For those who don't know yet, digg.com is a self-regulating content aggregator:
Digg is a user driven social content website. Ok, so what the heck does that mean? Well, everything on digg is submitted by the digg user community (that would be you). After you submit content, other digg users read your submission and digg what they like best. If your story rocks and receives enough diggs, it is promoted to the front page for the millions of digg visitors to see.
At the bottom of each of my post is a button with which you can submit the post to digg, or vote for those stories that have already been submitted. I'll submit the ones that I think are worthy myself. With the added traffic yesterday because of the Deb Frisch incident, I started accumulating diggs. By the evening I was at over 30 diggs, and near the top of the Upcoming list. Coming back to the computer after a few hours, the digg count was at 90, and growing at two or three every 10 minutes. The traffic was spiking dramatically as well.
I had been bumped to the Popular page.
When I turned in a few minutes later, hits were at 400 and climbing. What would the morning show?
It showed that accumulating hits in the Upcoming arena is not too hard, but when you hit the big time, everyone is a Simon Crowell.
The user community on the Popular page is far more demanding. Though I was getting hits and getting diggs, I was also accumulating votes to "bury" the story. Many voters were of the opinion that the story was too too narrow in interest to belong on digg. After anough bury votes, the story was dumped, and my traffic crashed to regular levels.
The speed at which it happened was remarkable too. The story didn't even survive an hour.
Still, digg operated as advertised. My story was presented to far wider cross-section of readers, the significant number liking the story. A critical level of digg users did not however. Though the algorithm is not described, I expect it is a matter of ratios. The more people who digg the story means more people have to vote to bury the story to get it removed. Clearly I was accumulating bury votes faster than I was getting digg votes, and hit that deadly ratio before the first hour was out.
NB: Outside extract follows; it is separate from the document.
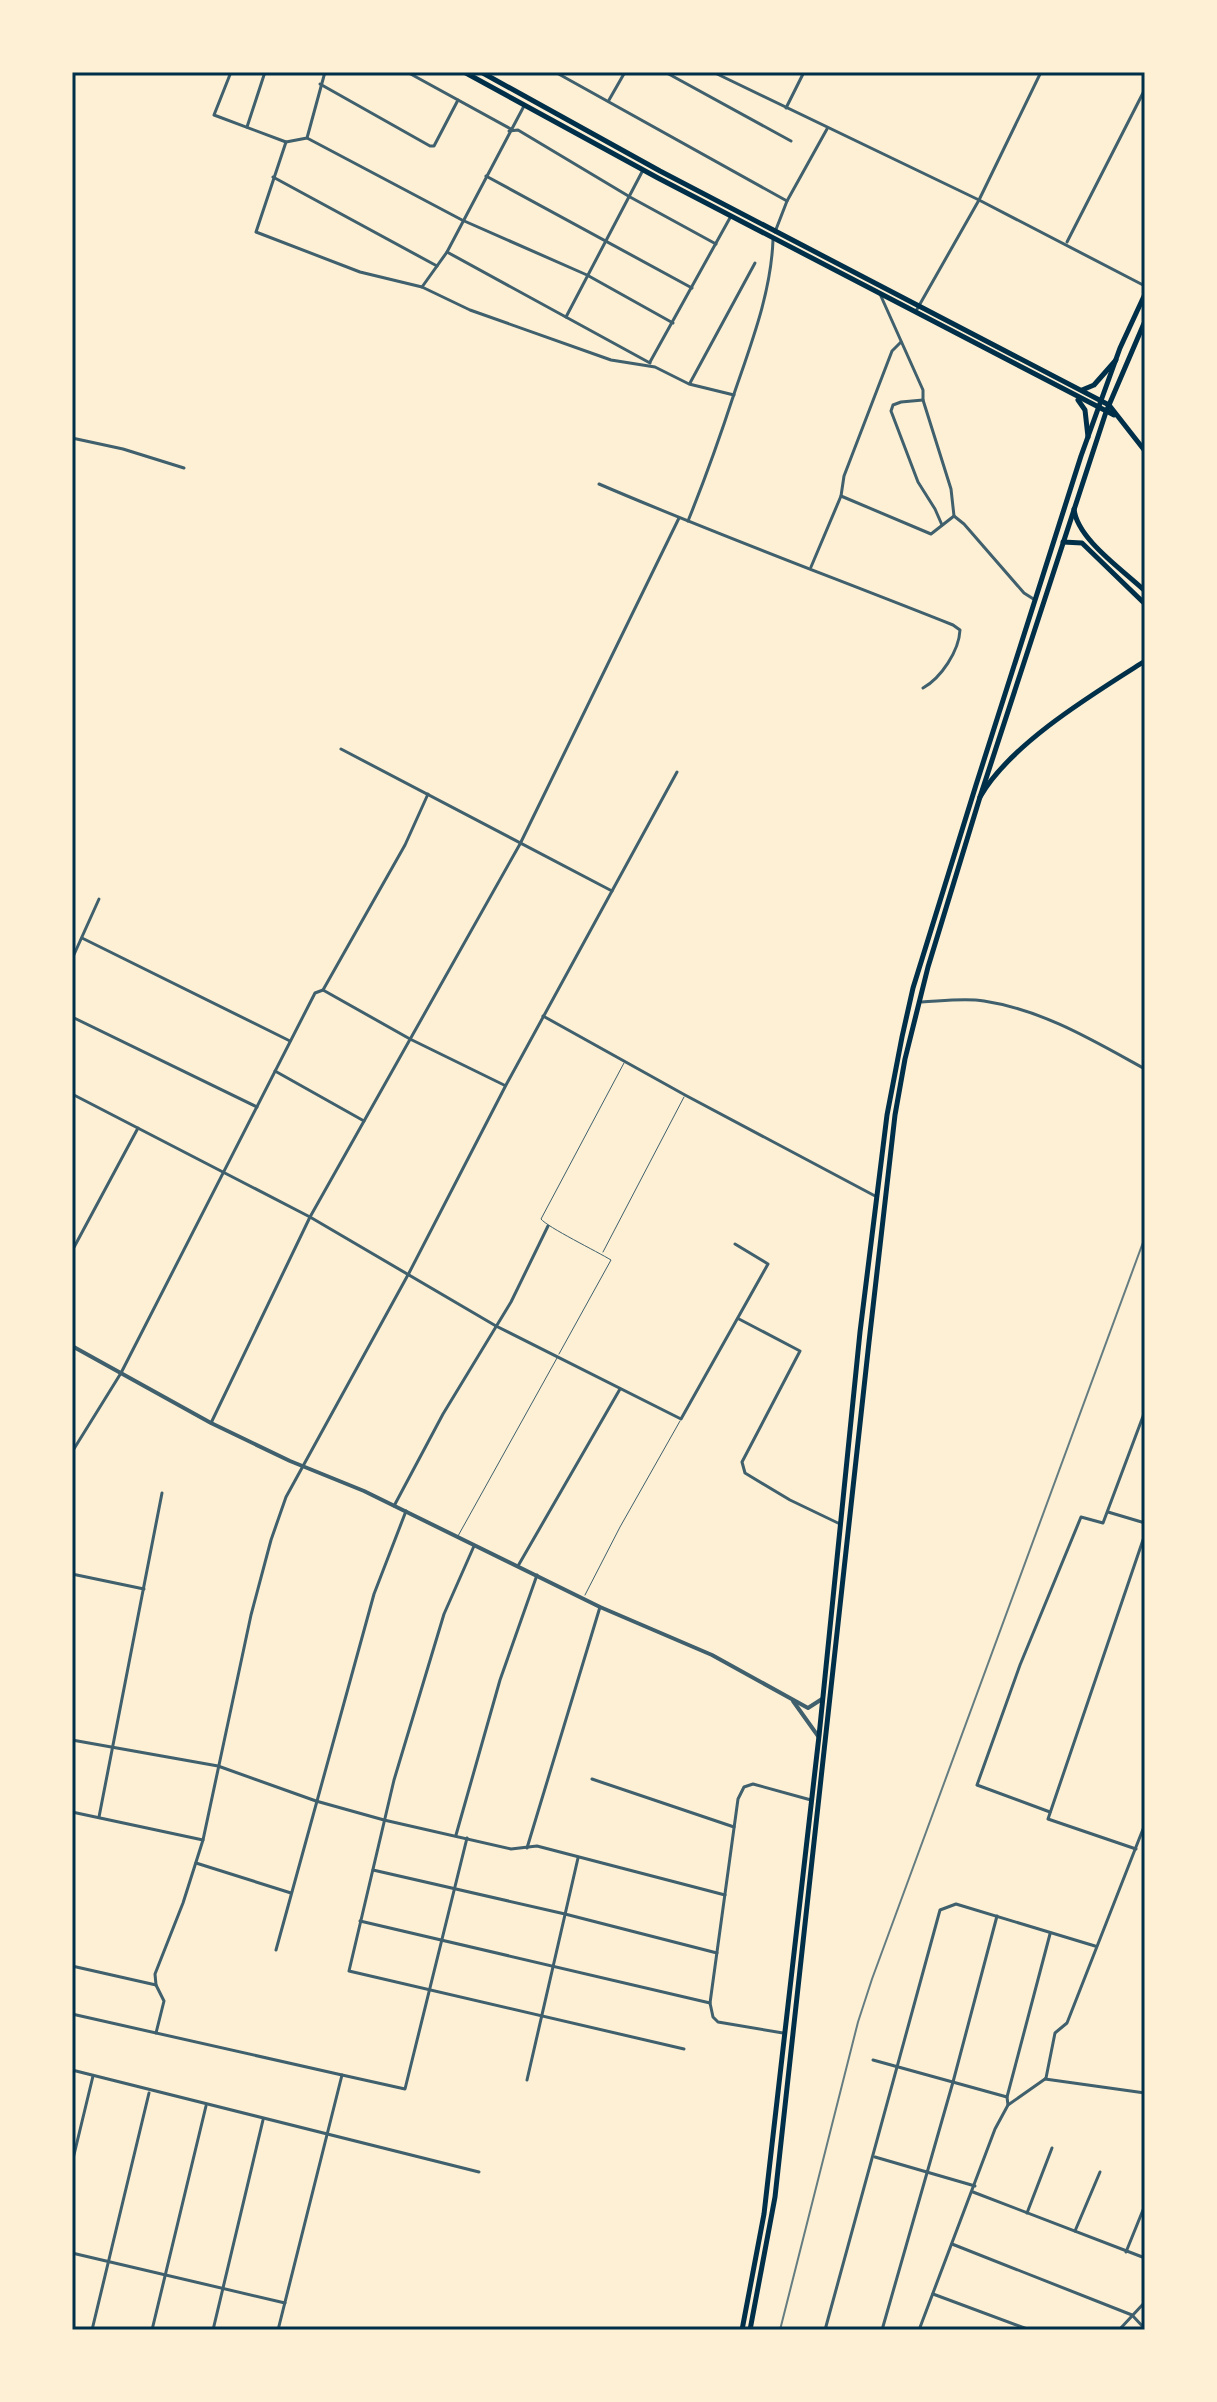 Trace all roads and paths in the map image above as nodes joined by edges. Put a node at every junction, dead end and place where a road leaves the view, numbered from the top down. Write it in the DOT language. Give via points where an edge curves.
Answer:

Interestingly, my story did not get dumped from the Upcoming list. It suggest that either the readership is different, or the criteria people use to evaluated stories is different. I think it is the latter. I think the critics stay out of the Upcoming list, or are not nearly as demanding, allowing the digg mechanism to bubble up popular stories. But all bets are off once the story becomes Popular. Like a tall weed, my story got cut down very quickly.